This article starts a series about common knowledge base content you may be writing. This specific article is about writing knowledge base (KB) content in general and developing the knowledge base content strategy. Many companies are delivering content to their customers in a knowledge base that support staff and others contribute to.
This knowledge base content is written and delivered in Zendesk, Salesforce, or other KB products. A KB tool usually allows different roles and levels of access to the content, based on the role assigned. People who wandered by from a web search are limited to content the company is comfortable with the public seeing. And logged in customers may see more content. And your support staff may see even more content.
This knowledge base strategy of delivering content to customers and support staff is common and not a terrible way to support your products. So, you have 1 silo that everyone goes to for this sort of information, and roles define who can see what.
Audience drives everything
Let’s start by defining the point to knowledge base content. The point is to provide the audience with a solution to a problem, and typically the steps to a task that solves that problem.
In this definition, audience is the important part. Let’s talk about audience for a bit.
Audience drives every detail you include in any communication.
- What does the audience know before they get to you?
- What can you expect them to understand while they follow your instructions?
- What hangers, if you will, do they have in their mental closet that you can put new information on?
Know your audience
For a company writing knowledge base content, you have at least these audiences:
- Beginner (non-domain) customers: This audience is new to your product and to the problem space your product sits in. These people have few to no hangers in their mental closet to put your information on. Few customers live here, although many people start here.
- Beginner (domain) customers: This audience is new to your product. They may not be new to your kinds of products, and they may be domain experts in the problem space your product sits in. These people have hangers in their mental closet to put your information on. Many new-to-your-product customers start here.

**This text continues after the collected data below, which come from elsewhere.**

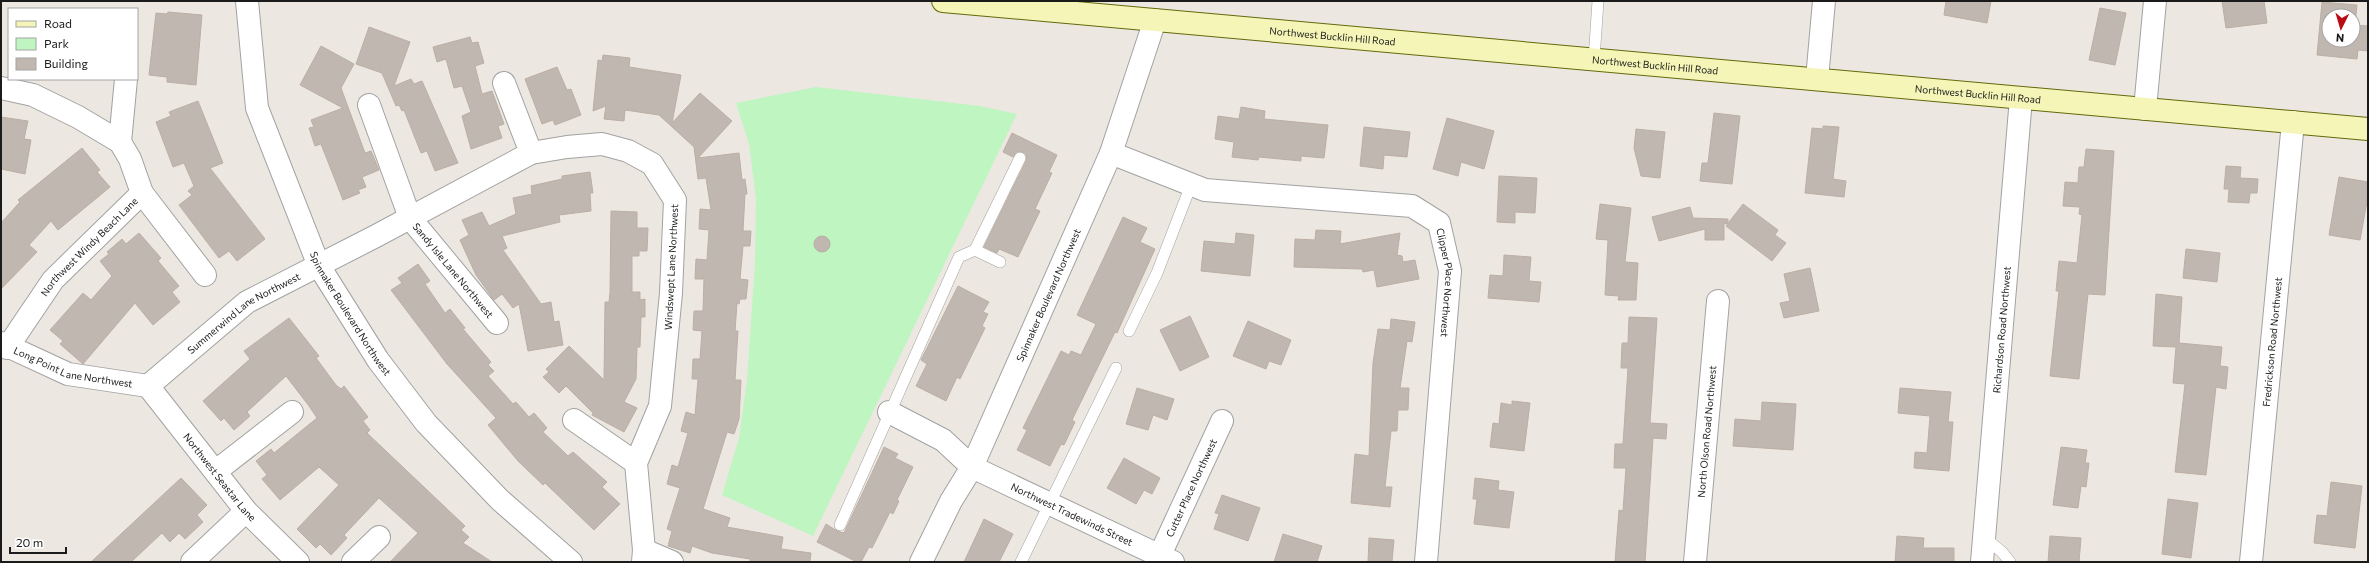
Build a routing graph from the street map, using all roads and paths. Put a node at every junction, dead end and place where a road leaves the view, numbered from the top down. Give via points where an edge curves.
1 (247, 1) edge
2 (943, 1) edge
3 (1598, 1) edge
4 (1824, 1) edge
5 (2155, 1) edge
6 (1155, 20) junction
7 (1594, 59) junction
8 (1817, 79) junction
9 (126, 80) edge
10 (504, 84) dead end
11 (1, 88) edge
12 (2021, 98) junction
13 (370, 105) dead end
14 (2145, 109) junction
15 (2293, 122) junction
16 (2368, 129) edge
17 (120, 142) junction
18 (531, 153) junction
19 (1111, 153) junction
20 (1020, 158) dead end
21 (1191, 185) junction
22 (142, 193) junction
23 (410, 218) junction
24 (976, 250) junction
25 (1000, 262) dead end
26 (319, 266) junction
27 (205, 275) dead end
28 (1718, 301) dead end
29 (497, 323) dead end
30 (1129, 331) dead end
31 (4, 345) edge
32 (1116, 368) dead end
33 (148, 386) junction
34 (292, 412) dead end
35 (889, 412) junction
36 (574, 420) dead end
37 (1222, 421) dead end
38 (636, 463) junction
39 (972, 467) junction
40 (216, 471) junction
41 (1048, 504) junction
42 (246, 511) junction
43 (840, 525) dead end
44 (379, 537) dead end
45 (1984, 537) junction
46 (644, 556) edge
47 (1166, 559) edge
48 (192, 562) edge
49 (298, 562) edge
50 (353, 562) edge
51 (571, 562) edge
52 (672, 562) edge
53 (921, 562) edge
54 (1021, 562) edge
55 (1426, 562) edge
56 (1695, 562) edge
57 (1982, 562) edge
58 (2010, 562) edge
59 (2251, 562) edge

1 - 26 street, Spinnaker Boulevard Northwest via 257,108
2 - 6 main road, Northwest Bucklin Hill Road
3 - 7 lane
4 - 8 street
5 - 14 street
6 - 7 main road, Northwest Bucklin Hill Road
6 - 19 street, Spinnaker Boulevard Northwest
7 - 8 main road, Northwest Bucklin Hill Road
8 - 12 main road, Northwest Bucklin Hill Road
9 - 17 street
10 - 18 street
11 - 17 street via 33,95 78,117
12 - 14 main road, Northwest Bucklin Hill Road
12 - 45 street, Richardson Road Northwest
13 - 23 street
14 - 15 main road, Northwest Bucklin Hill Road
15 - 16 main road, Northwest Bucklin Hill Road
15 - 59 street, Fredrickson Road Northwest
17 - 22 street via 130,159
18 - 23 street, Windswept Lane Northwest
18 - 38 street, Windswept Lane Northwest via 602,144 628,151 652,164 675,200 671,293 660,406
19 - 21 street, Clipper Place Northwest
19 - 39 street, Spinnaker Boulevard Northwest
20 - 24 lane
21 - 30 lane via 1157,273
21 - 55 street, Clipper Place Northwest via 1206,190 1412,206 1439,223 1450,271
22 - 27 street, Northwest Windy Beach Lane
22 - 31 street, Northwest Windy Beach Lane via 53,280
23 - 26 street, Summerwind Lane Northwest
23 - 29 street, Sandy Isle Lane Northwest
24 - 25 lane
24 - 35 lane via 959,257
26 - 33 street, Summerwind Lane Northwest via 247,302
26 - 51 street, Spinnaker Boulevard Northwest via 378,360 426,423 500,500
28 - 56 street, North Olson Road Northwest
31 - 33 street, Long Point Lane Northwest via 68,374
32 - 41 lane
33 - 40 street, Northwest Seastar Lane
34 - 40 street
35 - 39 street, Northwest Tradewinds Street via 943,440
35 - 43 lane
36 - 38 street
37 - 47 street, Cutter Place Northwest
38 - 46 street, Windswept Lane Northwest
39 - 41 street, Northwest Tradewinds Street
39 - 53 street, Spinnaker Boulevard Northwest via 951,501
40 - 42 street, Northwest Seastar Lane
41 - 47 street, Northwest Tradewinds Street
41 - 54 lane
42 - 48 street
42 - 49 street, Northwest Seastar Lane
44 - 50 street
45 - 57 street, Richardson Road Northwest
45 - 58 lane
46 - 52 street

- Intermediate customers: This audience have some experience with your product and are also most likely domain experts. They have a closet full of hangers and already have items on many hangers. Most customers live here.
- Expert customers: This audience is as good at your products as your team is, sometimes better. They’re domain experts and know your product inside and out. They often know other products deeply in your problem space as well as your product. Few customers live here.
- Your support staff: Any specific person on your support staff can be in any of these audiences. People start in your support team and learn as they go. You may train them formally on your specific products, and they advance in their knowledge while they work. As they advance, you may move them to Tier 2 or Tier 3 support people.
If you map the customers to this audience grouping, it looks like a bell curve (normal distribution), with more people in the Intermediate audience. If it’s a bell curve, that means about 66% of your customers get to and stay in the intermediate group. That’s the bulk of your knowledge base content.
What kinds of information works for these audiences
The kinds of information we provide to these audiences is different, depending on who you’re communicating to. I use the table as my first cut. You can see the progression expected of the audience.
Deliverable/ Audience | Concepts articles | Concepts videos | Online training | General How to articles (and videos) | Advanced How to articles (and videos) | Advanced content |
Beginner (non-domain) customers | X | X | X | |||
Beginner (domain) customers | X | X | X | |||
Intermediate customers | X | X | ||||
Expert customers | X | X |
Every article you create that’s post-sales can be mapped to this table. So using this table can really help when you’re looking at the knowledge base content strategy in the knowledge base content.
Applying this table to your knowledge base content
If you have a video, for example, that covers advanced topics, but you’ve produced it for the Beginner (domain) audience, the video is going to frustrate both groups.
Why?
Because you probably spent a lot of time explaining basic concepts the beginner audience needs explained, but they simply aren’t ready for the advanced thing this video is about. They don’t have any hangers in the closet for this yet. They start the video and then abandon it because it’s too hard.
And then your advanced audience knows these basic concepts–their closet is bursting with things on these hangers. They start the video and then abandon it because it’s the wrong information for them.
All you know is your abandon rate is high. How to solve this issue?
Mapping your content to the audience table
Map your content to the table across the top, then down the side. Then examine the content to see if you are really addressing that audience in each piece of content you mapped. My guess is: You will be shocked at how poorly your knowledge base content maps correctly to the expected audiences. Most places who do this exercise are shocked.
Now it’s time to rework your knowledge base content strategy to be mapped to the right audience.
Some companies put the expected audience at the top of any KB content to help people self-identify if this information is for them. That lets people decide if they are ready for this content. They can decide what hangers they need to get out before they continue.
Some companies make the online training available when you buy the product. If you’re in a product-led growth product release environment, making free online training available is great. And it provides a way to help your customers move to intermediate customers on their own.